┌────────

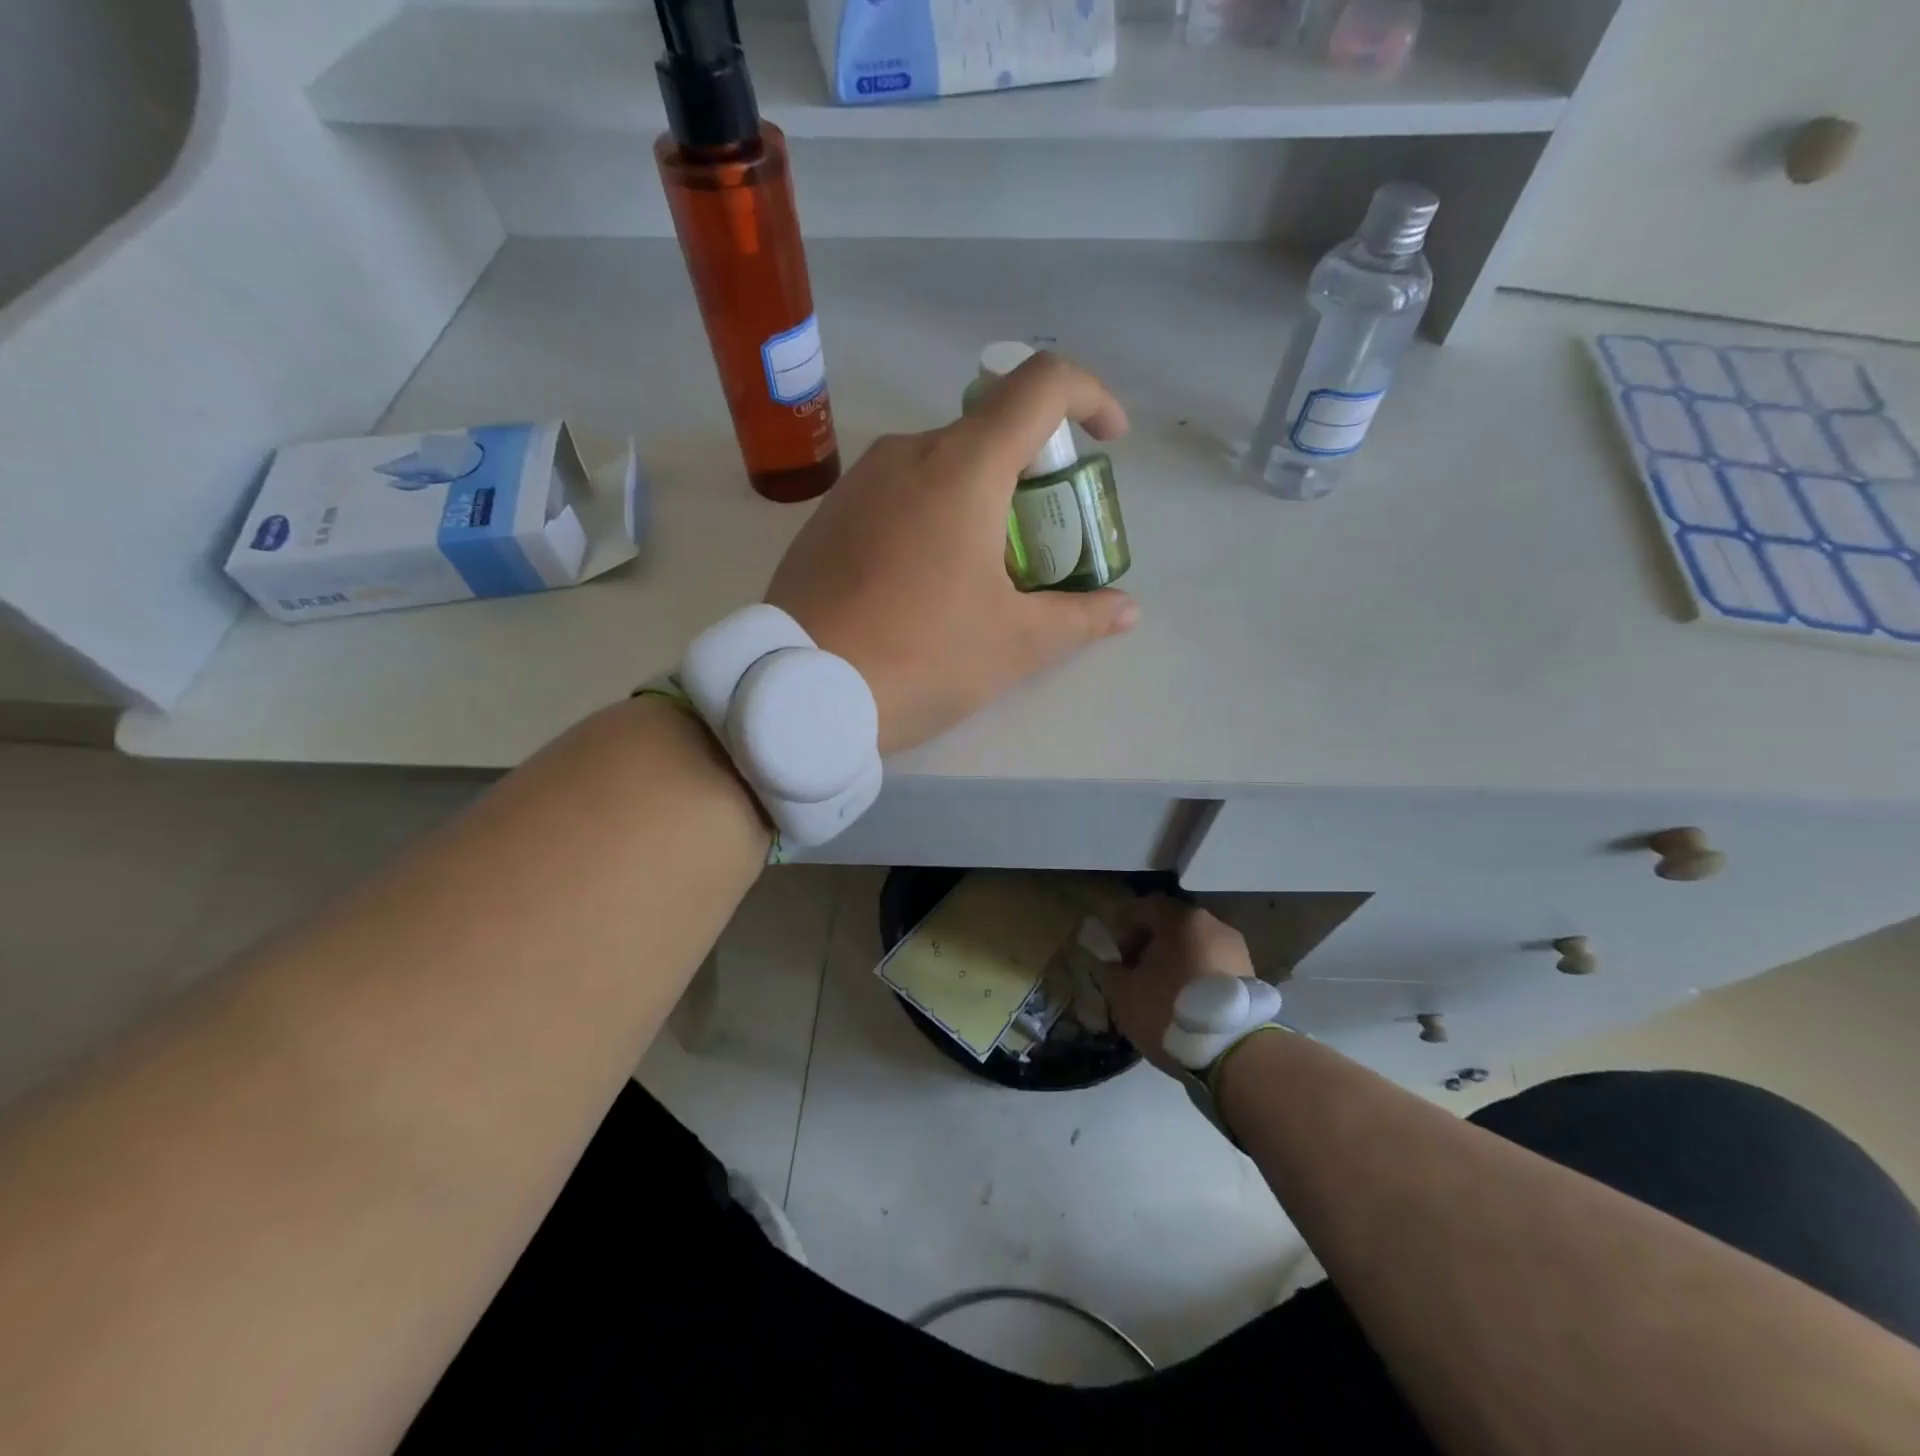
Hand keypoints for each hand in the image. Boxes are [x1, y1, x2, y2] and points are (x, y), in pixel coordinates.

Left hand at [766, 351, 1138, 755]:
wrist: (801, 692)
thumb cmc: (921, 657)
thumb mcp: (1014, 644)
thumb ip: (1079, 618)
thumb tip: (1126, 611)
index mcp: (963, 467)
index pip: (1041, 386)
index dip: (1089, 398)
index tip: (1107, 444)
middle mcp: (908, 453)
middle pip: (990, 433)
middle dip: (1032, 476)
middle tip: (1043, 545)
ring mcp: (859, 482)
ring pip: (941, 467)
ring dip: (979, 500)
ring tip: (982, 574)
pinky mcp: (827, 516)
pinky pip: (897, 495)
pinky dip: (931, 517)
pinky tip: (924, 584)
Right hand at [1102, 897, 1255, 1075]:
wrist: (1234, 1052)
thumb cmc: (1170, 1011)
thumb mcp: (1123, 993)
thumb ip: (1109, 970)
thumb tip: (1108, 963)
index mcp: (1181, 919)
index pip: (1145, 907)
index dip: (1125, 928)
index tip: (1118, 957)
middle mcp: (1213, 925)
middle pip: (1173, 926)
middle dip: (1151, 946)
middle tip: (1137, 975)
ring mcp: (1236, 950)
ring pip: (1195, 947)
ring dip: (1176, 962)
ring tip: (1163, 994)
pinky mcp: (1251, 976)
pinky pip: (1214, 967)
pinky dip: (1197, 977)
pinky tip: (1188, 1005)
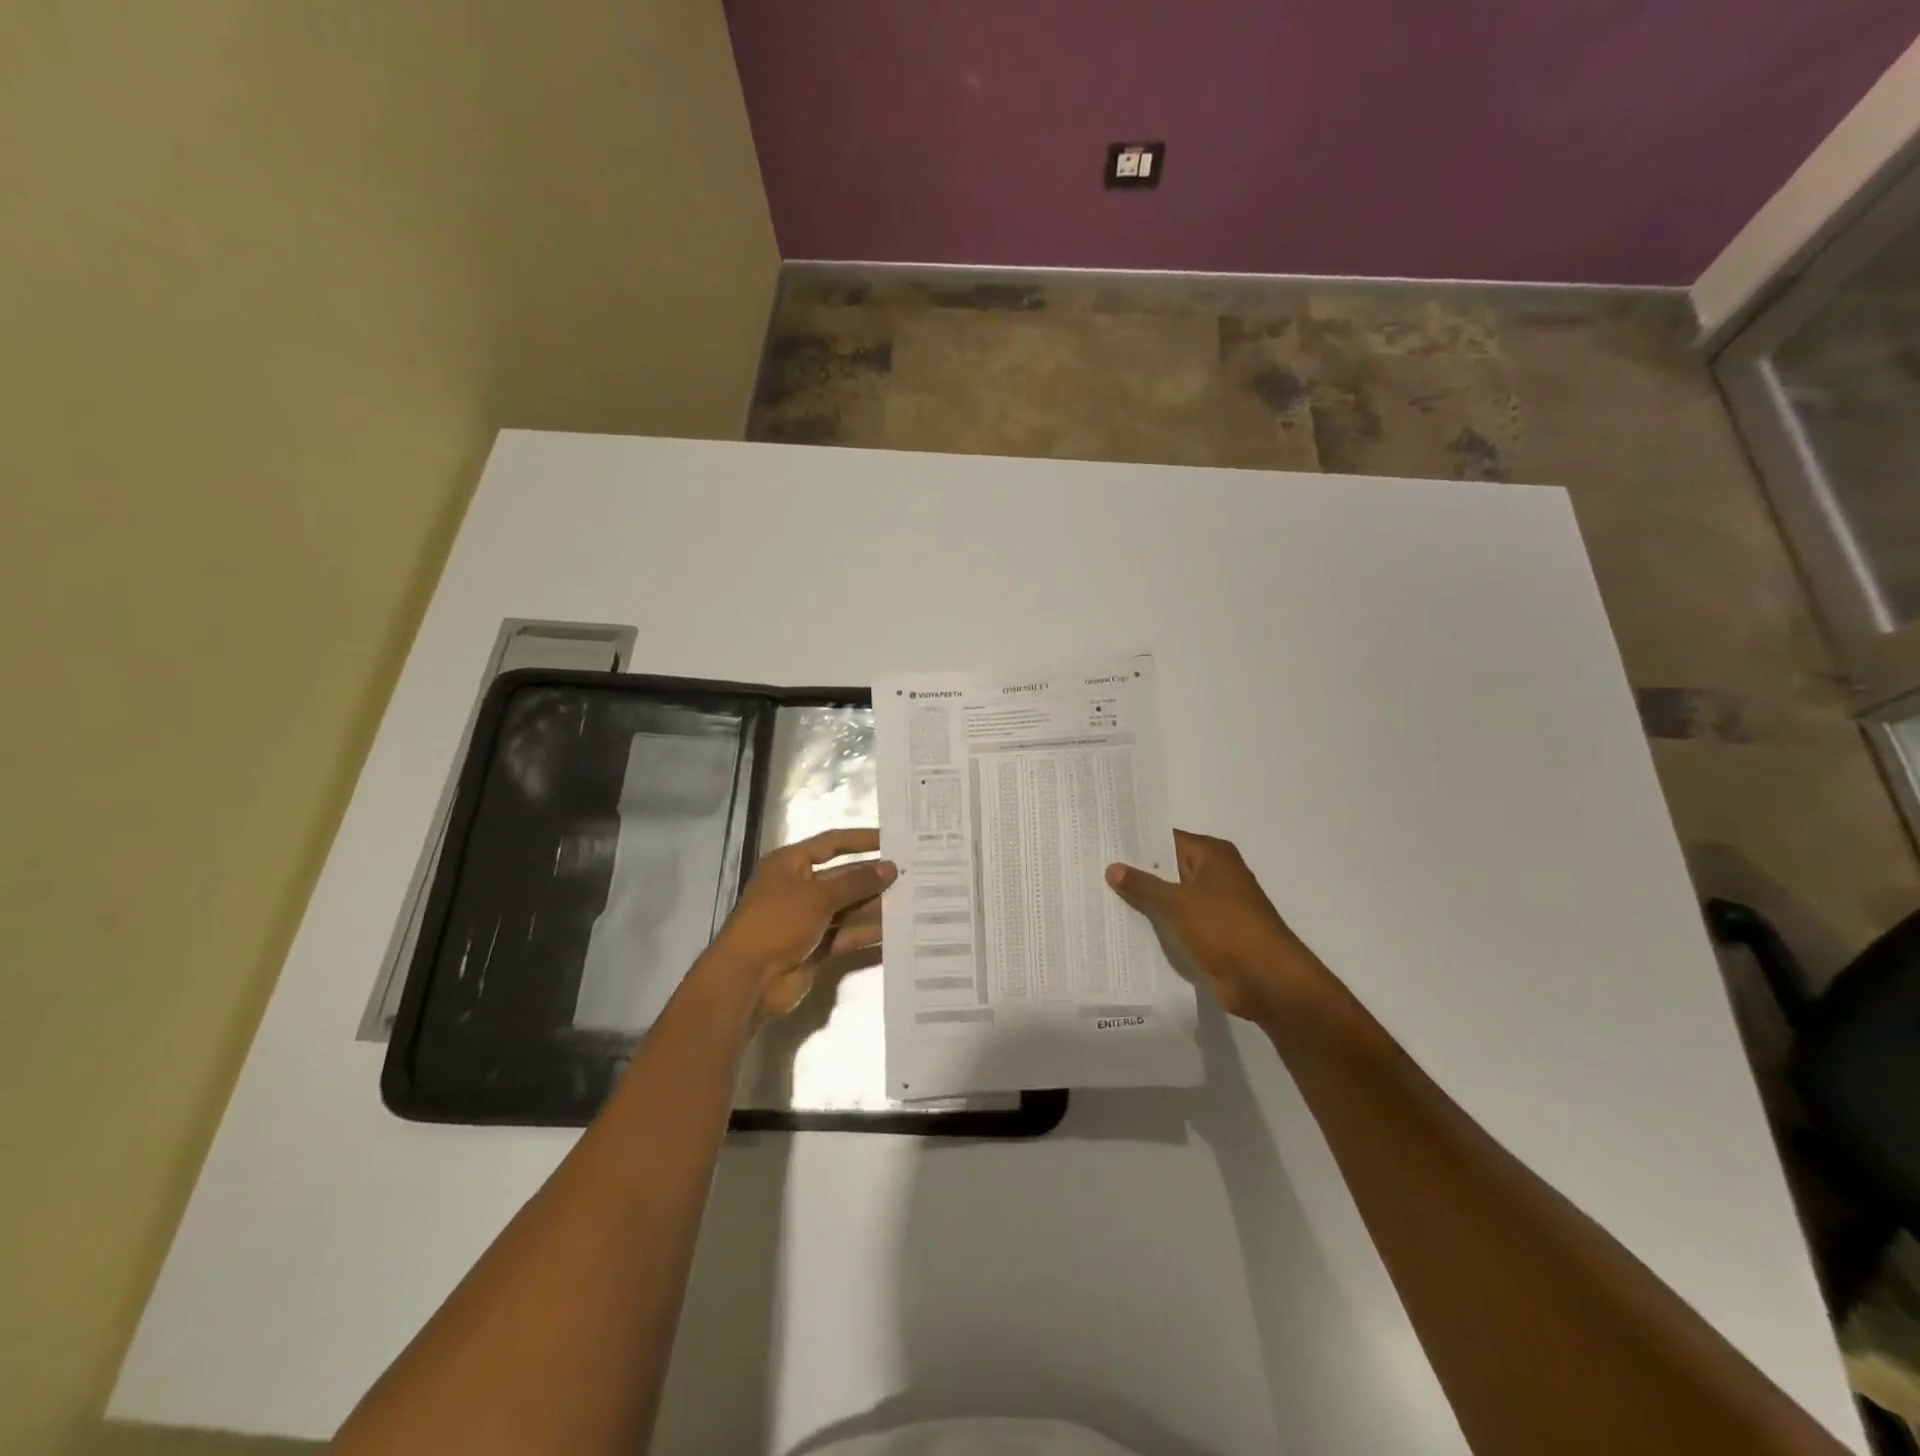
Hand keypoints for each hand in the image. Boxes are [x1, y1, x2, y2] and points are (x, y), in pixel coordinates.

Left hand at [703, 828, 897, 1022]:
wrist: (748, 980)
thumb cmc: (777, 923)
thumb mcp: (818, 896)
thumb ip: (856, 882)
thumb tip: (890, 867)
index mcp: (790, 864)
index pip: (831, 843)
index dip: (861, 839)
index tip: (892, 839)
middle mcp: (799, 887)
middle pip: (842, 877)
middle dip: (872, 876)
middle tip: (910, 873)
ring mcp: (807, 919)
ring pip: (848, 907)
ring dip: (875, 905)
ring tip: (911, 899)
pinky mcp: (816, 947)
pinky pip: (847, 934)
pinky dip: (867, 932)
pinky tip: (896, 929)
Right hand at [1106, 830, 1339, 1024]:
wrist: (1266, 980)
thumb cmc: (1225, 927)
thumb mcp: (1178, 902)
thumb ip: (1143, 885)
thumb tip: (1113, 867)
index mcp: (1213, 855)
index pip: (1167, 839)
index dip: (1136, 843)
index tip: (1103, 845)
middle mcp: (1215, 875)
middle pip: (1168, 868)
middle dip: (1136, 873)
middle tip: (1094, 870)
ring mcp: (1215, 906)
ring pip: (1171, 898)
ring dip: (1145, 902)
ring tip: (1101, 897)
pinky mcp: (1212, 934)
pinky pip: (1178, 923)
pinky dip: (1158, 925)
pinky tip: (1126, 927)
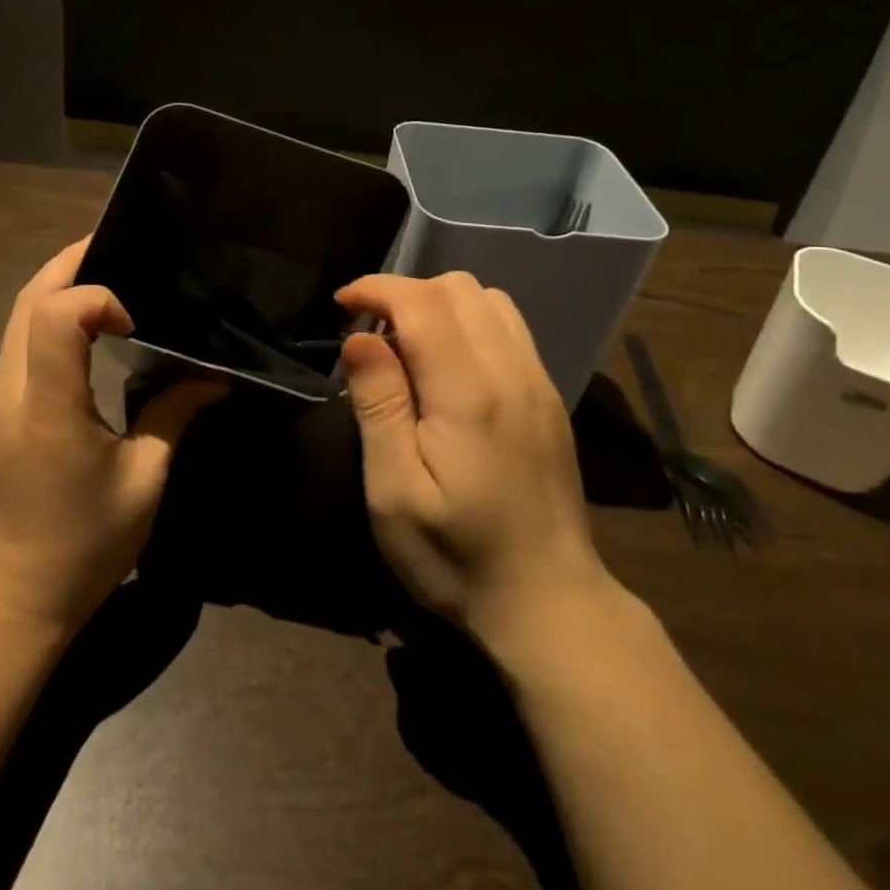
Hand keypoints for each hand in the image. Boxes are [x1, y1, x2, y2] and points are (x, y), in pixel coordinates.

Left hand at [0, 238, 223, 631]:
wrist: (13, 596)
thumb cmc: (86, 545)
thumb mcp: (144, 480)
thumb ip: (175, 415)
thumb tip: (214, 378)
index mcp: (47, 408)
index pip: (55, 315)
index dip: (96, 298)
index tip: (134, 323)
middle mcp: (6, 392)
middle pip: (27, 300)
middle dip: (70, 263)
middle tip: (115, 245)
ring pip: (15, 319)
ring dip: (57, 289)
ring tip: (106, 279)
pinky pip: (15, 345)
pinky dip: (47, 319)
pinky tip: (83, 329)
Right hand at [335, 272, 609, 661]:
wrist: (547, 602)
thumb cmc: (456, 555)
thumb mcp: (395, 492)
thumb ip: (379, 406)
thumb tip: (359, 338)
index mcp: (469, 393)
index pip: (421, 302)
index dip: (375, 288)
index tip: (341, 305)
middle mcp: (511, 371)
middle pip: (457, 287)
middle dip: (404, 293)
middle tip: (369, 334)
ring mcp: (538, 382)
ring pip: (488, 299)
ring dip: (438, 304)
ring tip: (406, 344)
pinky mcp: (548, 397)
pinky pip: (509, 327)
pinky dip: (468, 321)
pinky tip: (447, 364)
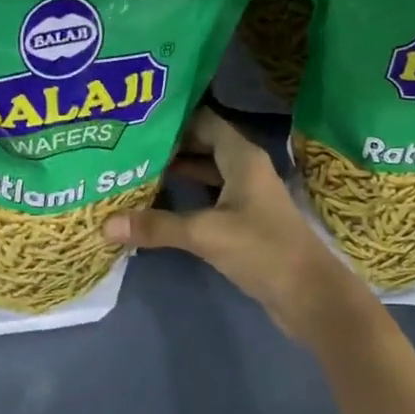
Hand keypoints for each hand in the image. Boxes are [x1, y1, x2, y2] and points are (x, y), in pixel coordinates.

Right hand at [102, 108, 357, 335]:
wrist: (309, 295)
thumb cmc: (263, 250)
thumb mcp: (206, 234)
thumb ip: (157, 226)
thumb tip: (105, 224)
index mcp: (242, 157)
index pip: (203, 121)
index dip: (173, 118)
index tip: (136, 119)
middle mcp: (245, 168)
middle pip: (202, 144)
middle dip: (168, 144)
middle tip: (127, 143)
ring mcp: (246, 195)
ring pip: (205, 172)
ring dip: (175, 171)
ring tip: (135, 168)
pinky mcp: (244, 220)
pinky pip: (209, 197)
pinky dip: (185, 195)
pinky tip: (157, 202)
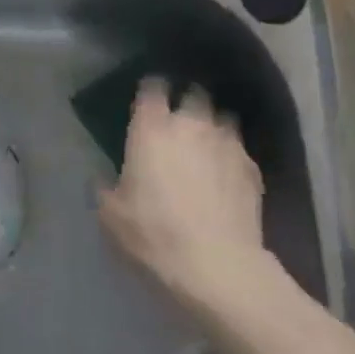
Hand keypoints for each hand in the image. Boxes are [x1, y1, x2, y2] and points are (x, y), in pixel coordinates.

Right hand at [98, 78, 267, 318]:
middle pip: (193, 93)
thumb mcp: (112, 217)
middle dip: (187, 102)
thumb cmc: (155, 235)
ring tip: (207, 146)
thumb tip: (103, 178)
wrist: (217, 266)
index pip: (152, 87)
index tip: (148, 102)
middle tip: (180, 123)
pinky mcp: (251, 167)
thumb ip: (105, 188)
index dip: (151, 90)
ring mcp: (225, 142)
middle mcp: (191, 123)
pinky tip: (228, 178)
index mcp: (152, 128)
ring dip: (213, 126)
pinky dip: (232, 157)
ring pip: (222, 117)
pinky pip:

└────────

Exercise prompt
Whenever a line in the records contains the word "wrist", copy that line.

Answer space
wrist: (801, 692)
wrist: (1234, 1052)
wrist: (748, 980)
wrist: (1266, 980)
wrist: (13, 596)
wrist: (547, 602)
wrist: (309, 295)
wrist: (217, 266)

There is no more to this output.